Read our detailed study guide on surge protection to discover the basics of power surges, the causes and effects of surges, the various types of surge protection devices, and best practices for surge protection in residential, commercial, and industrial settings. 

Whether you want to protect your electronic devices or learn how surge protection works, this guide provides essential knowledge to help you make informed decisions about surge protection measures.

Reliability

In distribution systems, reliability refers to providing consumers with a continuous and uninterrupted power supply.

Ensuring reliability is necessary as it:

  • Supports critical services such as healthcare facilities, emergency services, and data centers that require uninterrupted power.
  • Minimizes downtime and productivity losses in commercial and industrial sectors, ensuring smooth operations and preventing financial losses.
  • Improves the quality of life for residential consumers, providing reliable power for lighting, heating, cooling, and essential appliances.
  • Enhances an area&#;s overall economic growth and development by attracting businesses and promoting industrial activities.

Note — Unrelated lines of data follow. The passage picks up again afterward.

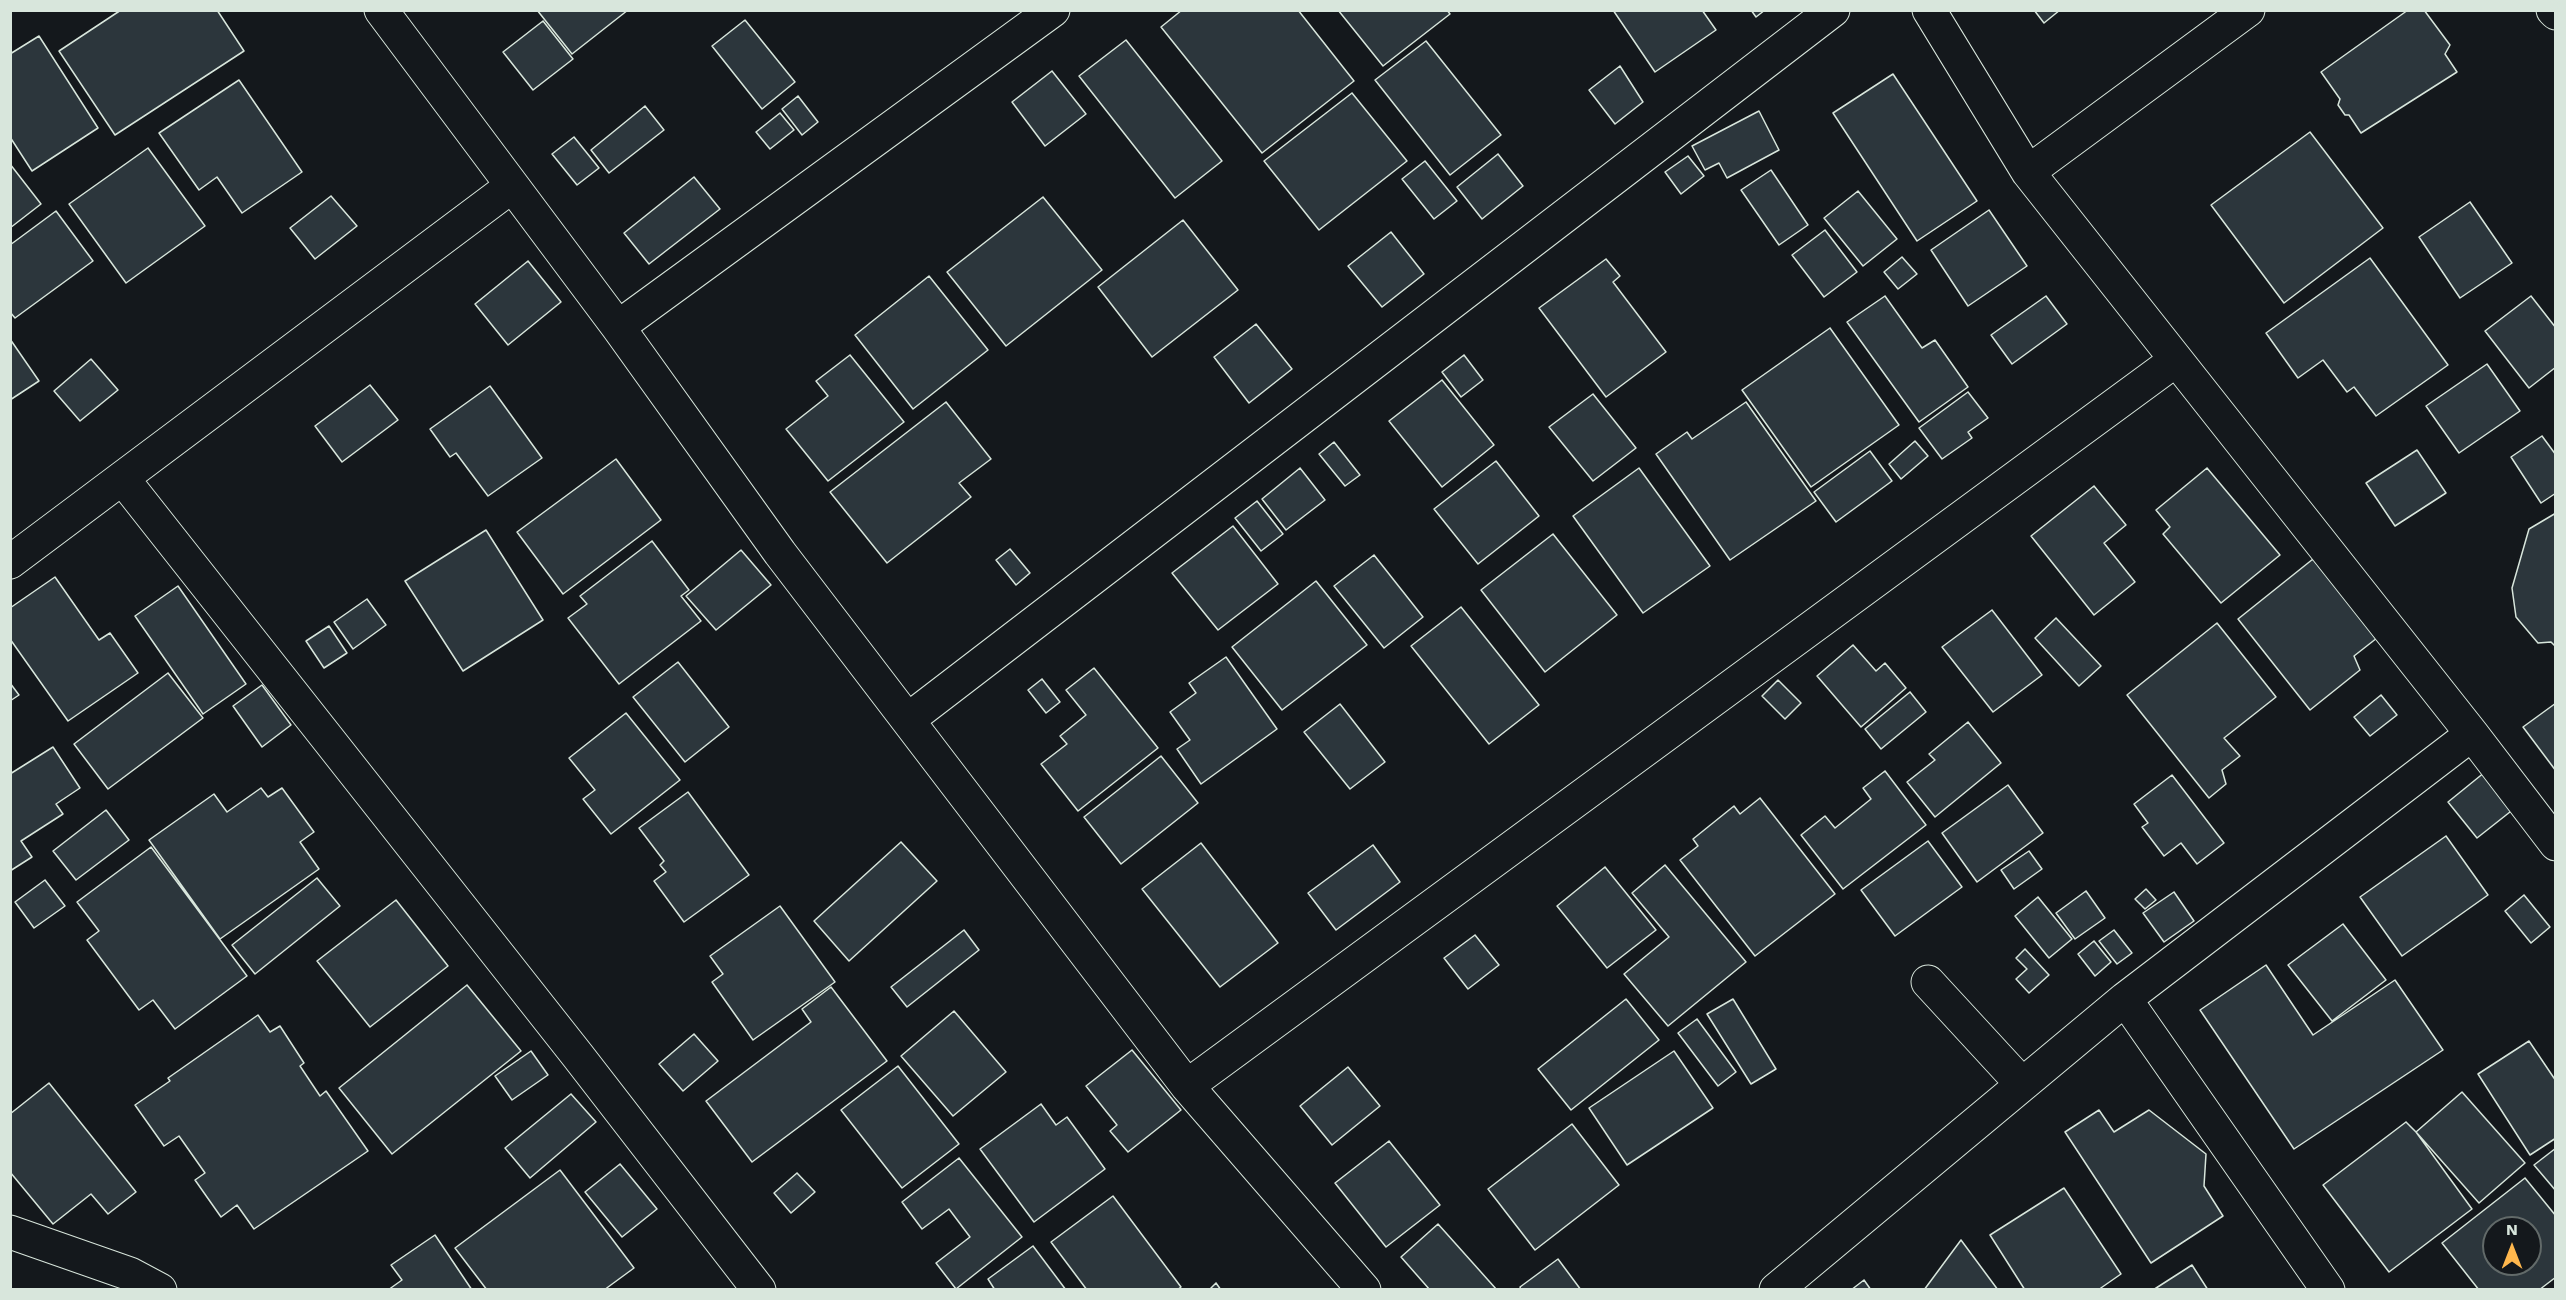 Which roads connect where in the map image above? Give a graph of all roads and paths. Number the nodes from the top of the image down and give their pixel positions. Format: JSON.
{"nodes":[{"id":1,"x":381,"y":10,"type":"edge"},
{"id":2,"x":1053,"y":10,"type":"edge"},
{"id":3,"x":1833,"y":10,"type":"edge"},
{"id":4,"x":1929,"y":10,"type":"edge"},
{"id":5,"x":2248,"y":10,"type":"edge"},
{"id":6,"x":2028,"y":172,"type":"junction"},
{"id":7,"x":512,"y":186,"type":"junction"},
{"id":8,"x":618,"y":327,"type":"junction"},
{"id":9,"x":2176,"y":360,"type":"junction"},
{"id":10,"x":123,"y":479,"type":"junction"},
{"id":11,"x":10,"y":562,"type":"edge"},
{"id":12,"x":909,"y":718,"type":"junction"},
{"id":13,"x":2472,"y":734,"type":"junction"},
{"id":14,"x":2556,"y":844,"type":"edge"},
{"id":15,"x":1929,"y":982,"type":"dead end"},
{"id":16,"x":2125,"y":999,"type":"junction"},
{"id":17,"x":2021,"y":1083,"type":"junction"},
{"id":18,"x":1188,"y":1086,"type":"junction"},
{"id":19,"x":10,"y":1232,"type":"edge"},
{"id":20,"x":160,"y":1290,"type":"edge"},
{"id":21,"x":759,"y":1290,"type":"edge"},
{"id":22,"x":1364,"y":1290,"type":"edge"},
{"id":23,"x":1776,"y":1290,"type":"edge"},
{"id":24,"x":2328,"y":1290,"type":"edge"}],
"edges":[{"from":1,"to":7,"type":"street"},
{"from":2,"to":8,"type":"street"},
{"from":3,"to":12,"type":"street"},
{"from":4,"to":6,"type":"street"},
{"from":5,"to":6,"type":"street"},
{"from":6,"to":9,"type":"street"},
{"from":7,"to":8,"type":"street"},
{"from":7,"to":10,"type":"street"},
{"from":8,"to":12,"type":"street"},
{"from":9,"to":13,"type":"street"},
{"from":9,"to":18,"type":"street"},
{"from":10,"to":11,"type":"street"},
{"from":10,"to":21,"type":"street"},
{"from":12,"to":18,"type":"street"},
{"from":13,"to":14,"type":"street"},
{"from":13,"to":16,"type":"street"},
{"from":15,"to":17,"type":"street"},
{"from":16,"to":17,"type":"street"},
{"from":16,"to":24,"type":"street"},
{"from":17,"to":23,"type":"street"},
{"from":18,"to":22,"type":"street"},
{"from":19,"to":20,"type":"street"}]} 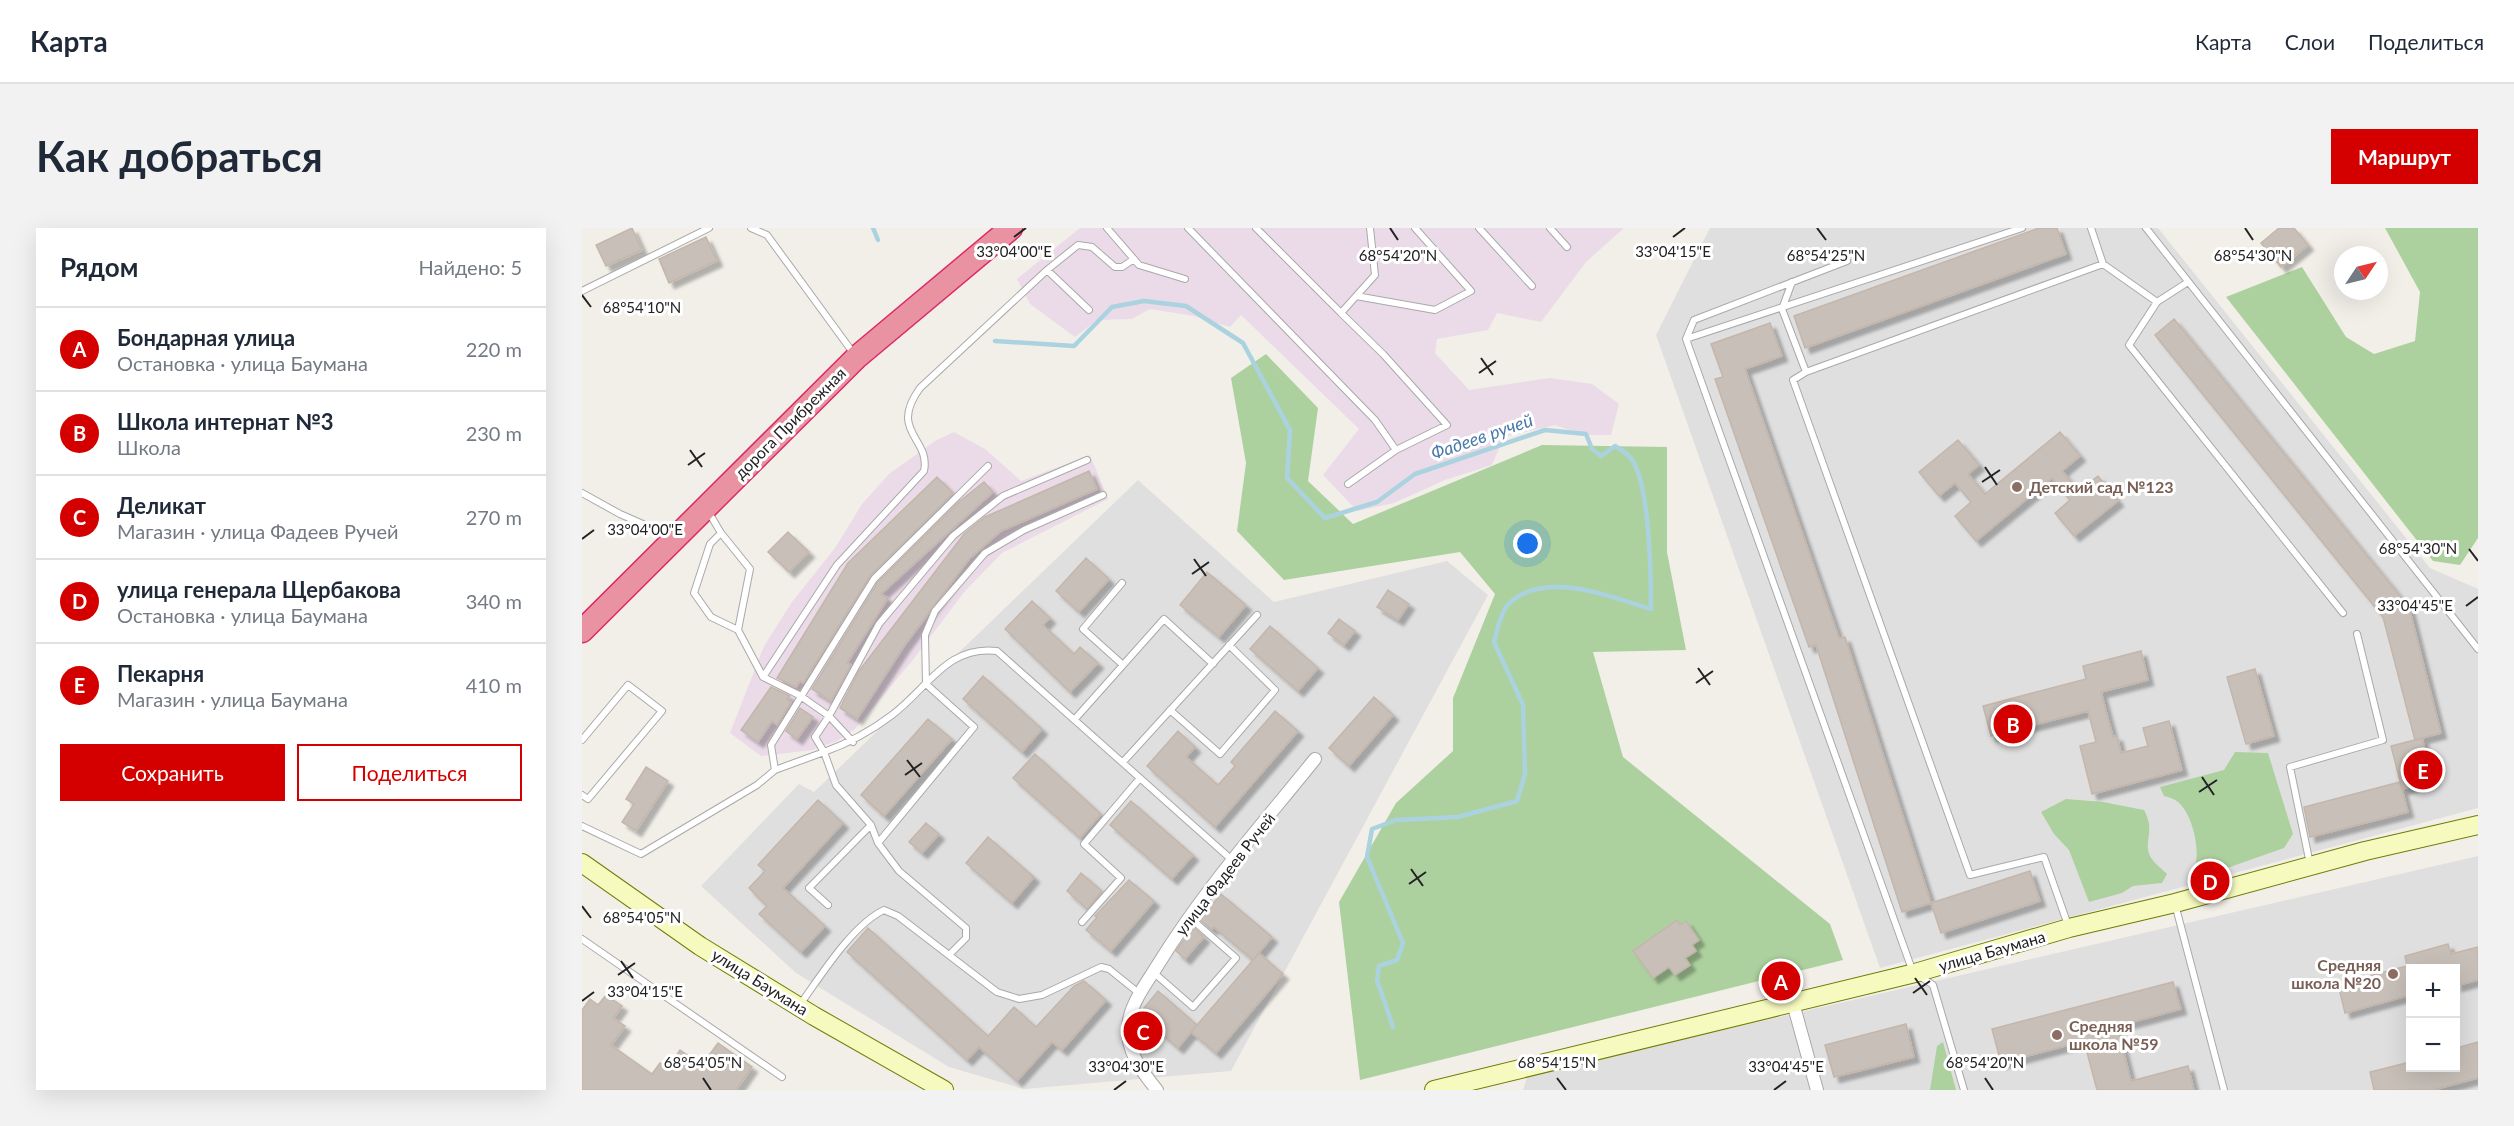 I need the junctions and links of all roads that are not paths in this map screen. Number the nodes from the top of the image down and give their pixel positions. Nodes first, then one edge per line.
1 (709, 228) edge
2 (751, 228) edge
3 (1011, 228) edge
4 (1107, 228) edge
5 (1188, 228) edge
6 (1256, 228) edge
7 (1370, 228) edge
8 (1415, 228) edge
9 (1479, 228) edge
10 (1550, 228) edge
11 (2022, 228) edge
12 (2091, 228) edge
13 (2146, 228) edge
14 (1567, 247) dead end
15 (1134, 259) junction
16 (1847, 261) dead end
17 (2103, 264) junction
18 (1047, 270) junction
19 (1185, 279) dead end
20 (1792, 282) junction
21 (2188, 282) junction
22 (1532, 286) dead end
23 (582, 291) edge
24 (1356, 296) junction
25 (2157, 302) junction
26 (1782, 309) junction
27 (1089, 310) dead end
28 (1341, 313) junction
29 (1686, 339) junction
30 (857, 357) junction
31 (1806, 372) junction
32 (1396, 450) junction
33 (1087, 460) dead end
34 (988, 466) dead end
35 (1348, 484) dead end
36 (582, 493) edge
37 (1103, 495) dead end
38 (706, 507) junction
39 (721, 533) junction
40 (674, 537) junction
41 (1122, 583) dead end
42 (2343, 613) dead end
43 (1257, 615) dead end
44 (738, 630) junction
45 (582, 631) edge
46 (2357, 634) dead end
47 (1229, 645) junction
48 (2478, 649) edge
49 (1213, 664) junction
50 (1123, 665) junction
51 (764, 677) junction
52 (926, 684) junction
53 (799, 695) junction
54 (1170, 710) junction
55 (829, 716) junction
56 (1075, 719) junction
57 (582, 740) edge
58 (854, 742) junction
59 (824, 752) junction
60 (1315, 759) dead end
61 (1123, 762) junction
62 (775, 770) junction
63 (1140, 778) junction
64 (582, 795) edge
65 (871, 825) junction
66 (2478, 825) edge
67 (582, 826) edge
68 (878, 843) junction
69 (1233, 861) junction
70 (582, 863) edge
71 (2310, 865) junction
72 (2175, 903) junction
73 (828, 905) dead end
74 (1188, 916) junction
75 (1082, 922) dead end
76 (2069, 928) junction
77 (582, 939) edge
78 (949, 956) junction
79 (1153, 972) junction
80 (1915, 973) junction
81 (1140, 994) junction
82 (1793, 1002) junction
83 (799, 1007) junction
84 (782, 1077) dead end
85 (944, 1090) edge
86 (1157, 1090) edge
87 (1434, 1090) edge
88 (1817, 1090) edge
89 (1964, 1090) edge
90 (2224, 1090) edge

1 - 23 lane
2 - 30 lane
3 - 30 highway, дорога Прибрежная
4 - 15 lane
5 - 32 lane
6 - 28 lane
7 - 24 lane
8 - 24 lane
9 - 22 lane
10 - 14 lane
11 - 26 lane
12 - 17 lane
13 - 21 lane
15 - 18 lane
15 - 19 lane
16 - 20 lane
17 - 25 lane
17 - 31 lane
18 - 27 lane
18 - 51 lane
20 - 26 lane
20 - 29 lane
21 - 25 lane
21 - 48 lane
24 - 28 lane
25 - 42 lane
26 - 29 lane
26 - 31 lane
28 - 32 lane
29 - 80 lane
30 - 38 highway, дорога Прибрежная
31 - 76 lane
32 - 35 lane
33 - 55 lane
34 - 53 lane
36 - 40 lane
37 - 52 lane
38 - 39 lane
38 - 40 highway, дорога Прибрежная
39 - 44 lane
39 - 44 lane
40 - 45 highway, дорога Прибрежная
41 - 50 lane
43 - 47 lane
44 - 51 lane
46 - 71 lane
47 - 49 lane
47 - 54 lane
49 - 50 lane
49 - 54 lane
50 - 56 lane
51 - 53 lane
52 - 56 lane
52 - 58 lane
52 - 68 lane
53 - 55 lane
53 - 62 lane
54 - 61 lane
55 - 58 lane
55 - 59 lane
56 - 61 lane
57 - 64 lane
58 - 59 lane
59 - 62 lane
59 - 65 lane
60 - 69 street, улица Фадеев Ручей
61 - 63 lane
62 - 67 lane
63 - 69 lane
63 - 75 lane
65 - 68 lane
65 - 73 lane
66 - 71 street, улица Баумана
68 - 78 lane
69 - 74 street, улица Фадеев Ручей
70 - 83 street, улица Баумана
71 - 72 street, улица Баумана
72 - 76 street, улица Баумана
72 - 90 lane
74 - 79 street, улица Фадеев Ручей
74 - 79 lane
76 - 80 street, улица Баумана
77 - 84 lane
78 - 81 lane
78 - 83 lane
79 - 81 street, улица Фадеев Ручей
80 - 82 street, улица Баумана
80 - 89 lane
81 - 86 street, улица Фадеев Ручей
82 - 87 street, улица Баумана
82 - 88 street
83 - 85 street, улица Баумана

Learn our detailed study guide on Power Systems Reliability that explores the crucial role of power reliability in electrical systems. It delves into the significance of reliable power supply, the impact of power outages on businesses and consumers, and the key factors contributing to system reliability.

Additionally, the blog highlights strategies for enhancing power system reliability, including redundancy measures, grid resilience, and advanced monitoring and control technologies.

Power Distribution Equipment

Below are some crucial components vital to power distribution that you must prepare for Transmission and Distribution in the FE Electrical Exam.

Switchgear for Power Distribution

Switchgear is a collection of electrical devices that control, protect, and isolate electrical circuits in power distribution systems.

Switchgear involves circuit breaker operations, which employ mathematical principles such as fault analysis and circuit analysis to ensure proper interruption during faults.

Protective Devices for Power Distribution

Protective devices, such as overcurrent relays, fuses, and ground fault detectors, safeguard distribution systems and connected equipment.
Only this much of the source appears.